Speculation about inside assistance continues. The Pakistan military has been extensively engaged in counterinsurgency operations in the area but did not arrive in time to prevent the mass escape. The U.S. has been actively pressuring Pakistani forces to be more aggressive.
The latest mass prison breakout dramatically demonstrates that the Taliban and its al-Qaida allies maintain virulent capacity to create chaos in South Asia. Just a year ago, an estimated 475 inmates fled a sizable prison in Kandahar, Afghanistan, through an underground tunnel.
Shortly thereafter, several individuals were arrested, including the director of the incarceration facility, Ghulam Dastagher Mayar. Ronald Noble, secretary general of Interpol, criticized Afghanistan officials for inattention to record keeping, including fingerprints, photographs and DNA. Afghanistan and Pakistan are notorious for lax security.
Over the years, the Taliban has made spectacular devastating events a top priority. In mid-June 2008, another dramatic prison break in Kandahar freed approximately 1,000 people, including an estimated 400 hard-core insurgents. On New Year's Eve of that year, the Taliban scored a major tactical military as well as political victory through killing members of the security force of Abdul Salaam, the governor of Musa Qala, a long-contested area in southern Afghanistan.

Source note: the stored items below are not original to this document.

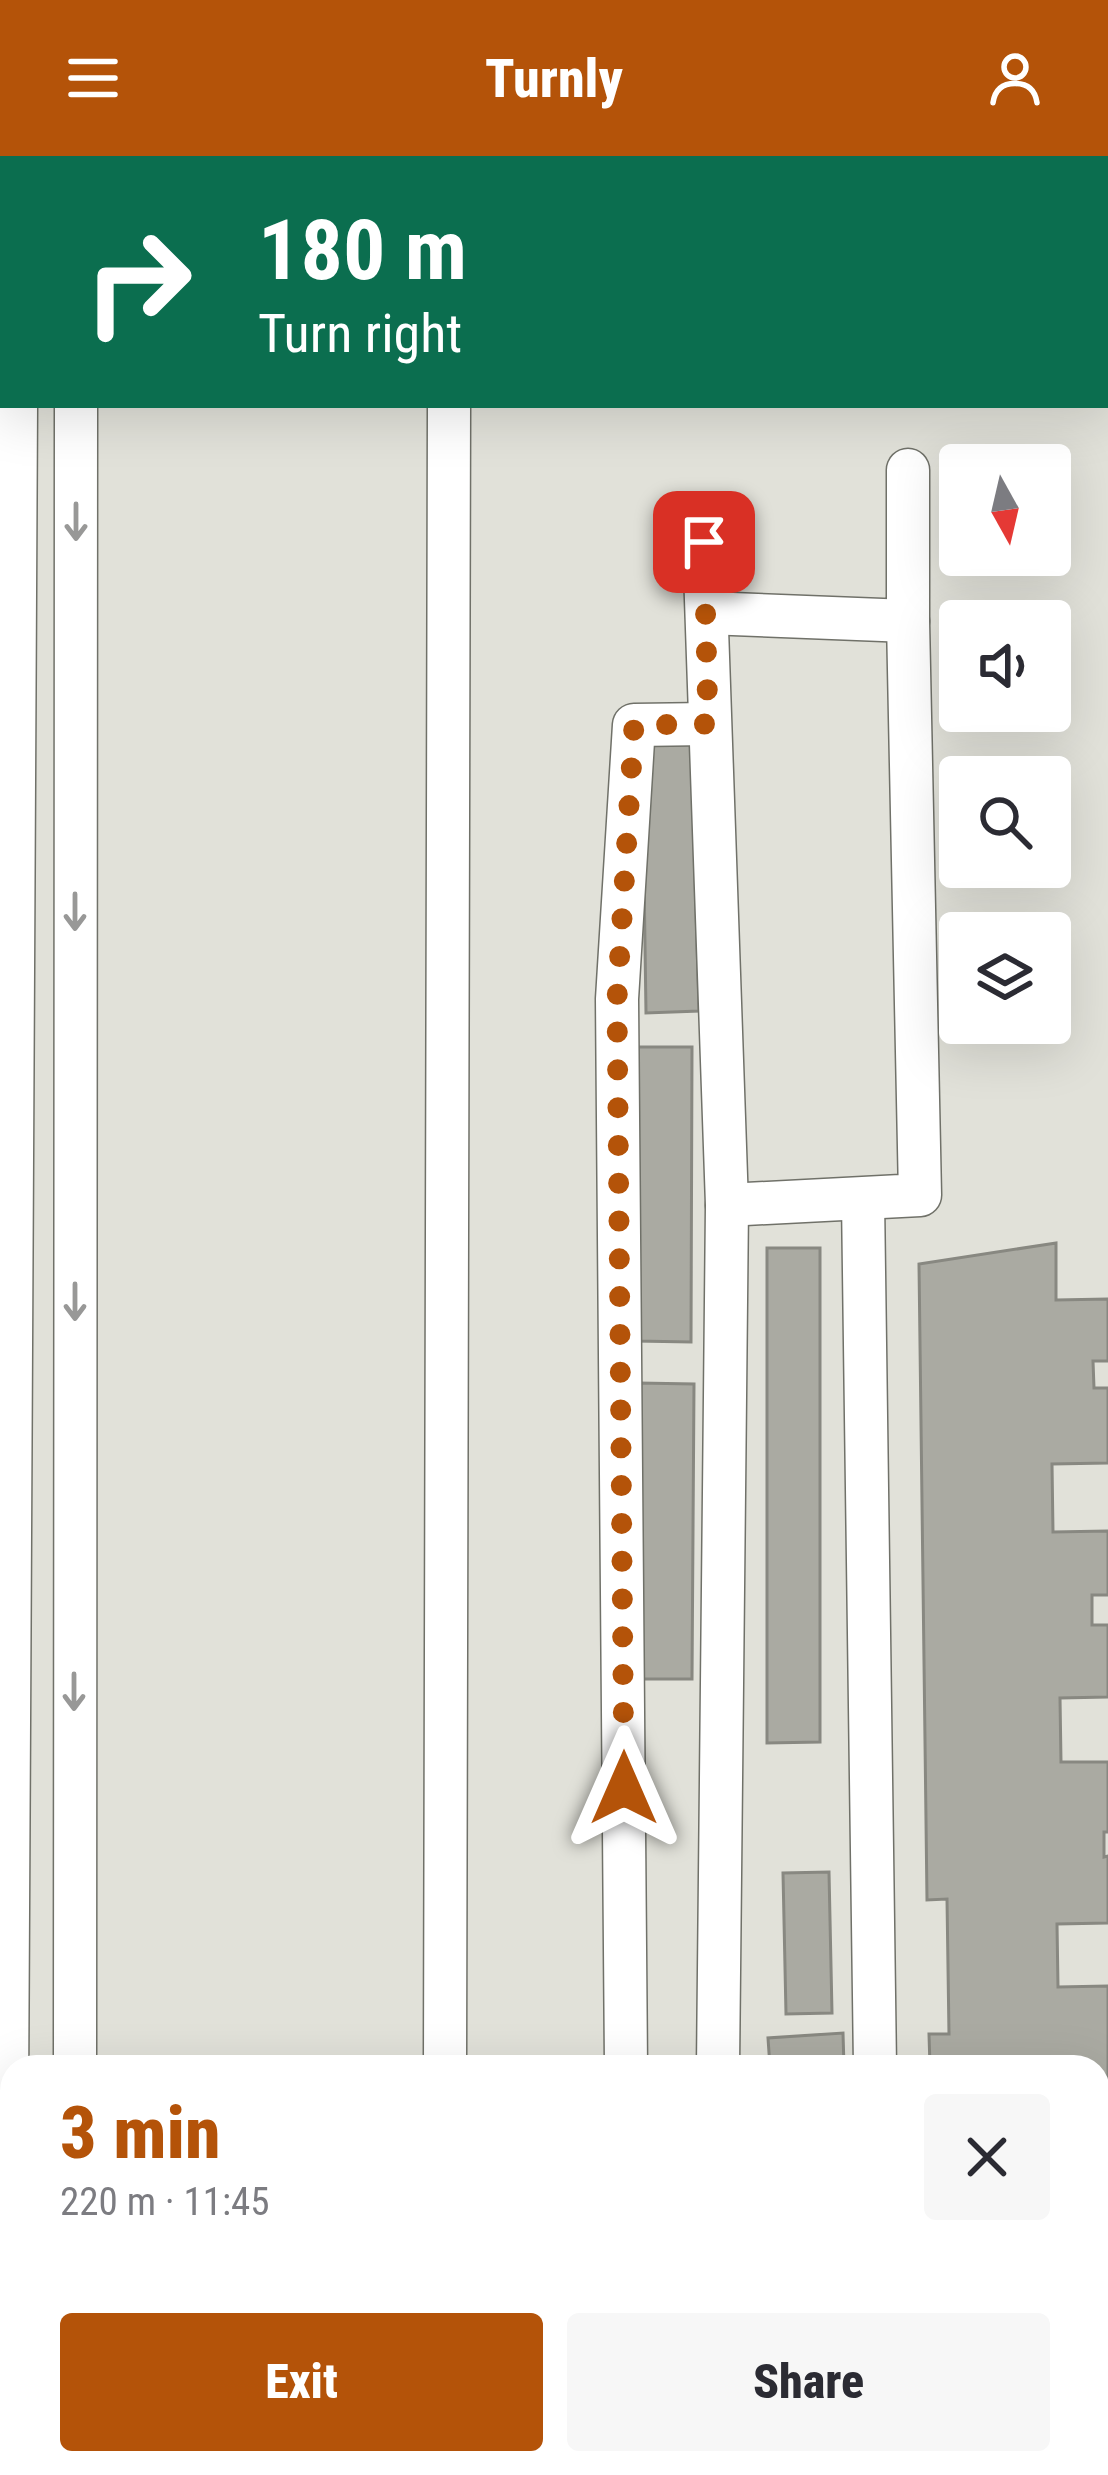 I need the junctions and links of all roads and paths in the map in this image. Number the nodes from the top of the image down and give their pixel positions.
1 (16, 408) edge
2 (76, 408) edge
3 (449, 408) edge
4 (908, 470) dead end
5 (704, 542) dead end
6 (706, 614) junction
7 (908, 622) junction
8 (708, 724) junction
9 (862, 1198) junction
10 (728, 1205) junction
11 (7, 2055) edge
12 (74, 2055) edge
13 (445, 2055) edge
14 (626, 2055) edge
15 (718, 2055) edge
16 (875, 2055) edge

1 - 11 street
2 -> 12 street
3 - 13 street
4 - 7 street
5 - 6 street
6 - 7 street
6 - 8 street
7 - 9 street
8 - 10 street
8 - 14 street
9 - 10 street
9 - 16 street
10 - 15 street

During that same time period, the Group of Eight foreign ministers decided to devote massive financial resources to combating the narcotics traffic and poverty in Afghanistan, focused on areas where these problems are most severe. A G-8 coordinating body was created to oversee some $4 billion in aid, concentrated in tribal areas bordering Pakistan where al-Qaida and the Taliban are strong. Assistance has included police and military training as well as expanded anti-drug efforts. The thrust, however, is economic, not military.
In seeking effective policies, history as usual is instructive. The experience and initiatives of the Nixon administration regarding Turkey, a principal source of world heroin production, are particularly useful. President Richard Nixon used product licensing to encourage Turkish farmers to sell crops to pharmaceutical companies for legal medicinal purposes.
Drug lords moved some production to Afghanistan, but the mammoth established drug route from Turkey to Marseilles France, and then the U.S. ― dramatized in the film "The French Connection" ― was disrupted. Our important ally Turkey was strengthened. Why not apply this practical approach to Afghanistan?
Simply introducing troops and firepower without other measures will ultimately only further strengthen the insurgency. This is a fundamental lesson of the Vietnam War. The Soviets learned the same in hard terms during occupation of Afghanistan in the 1980s.
The British also had costly experiences in Afghanistan throughout the 19th century. Eventually, however, astute diplomacy achieved reasonable cooperation with warlords.
Washington should emulate Britain's combination of carrots, sticks _ and patience. A military presence, along with much better training of law enforcement personnel, is important. However, long-term success will depend on education and economic modernization, and positive incentives to abandon the lucrative drug trade.
By all accounts, the Taliban remains unpopular with the population at large. That remains our crucial advantage.
Arthur I. Cyr is Clausen Distinguished Professor at Carthage College in Kenosha, Wis., and author of "After the Cold War."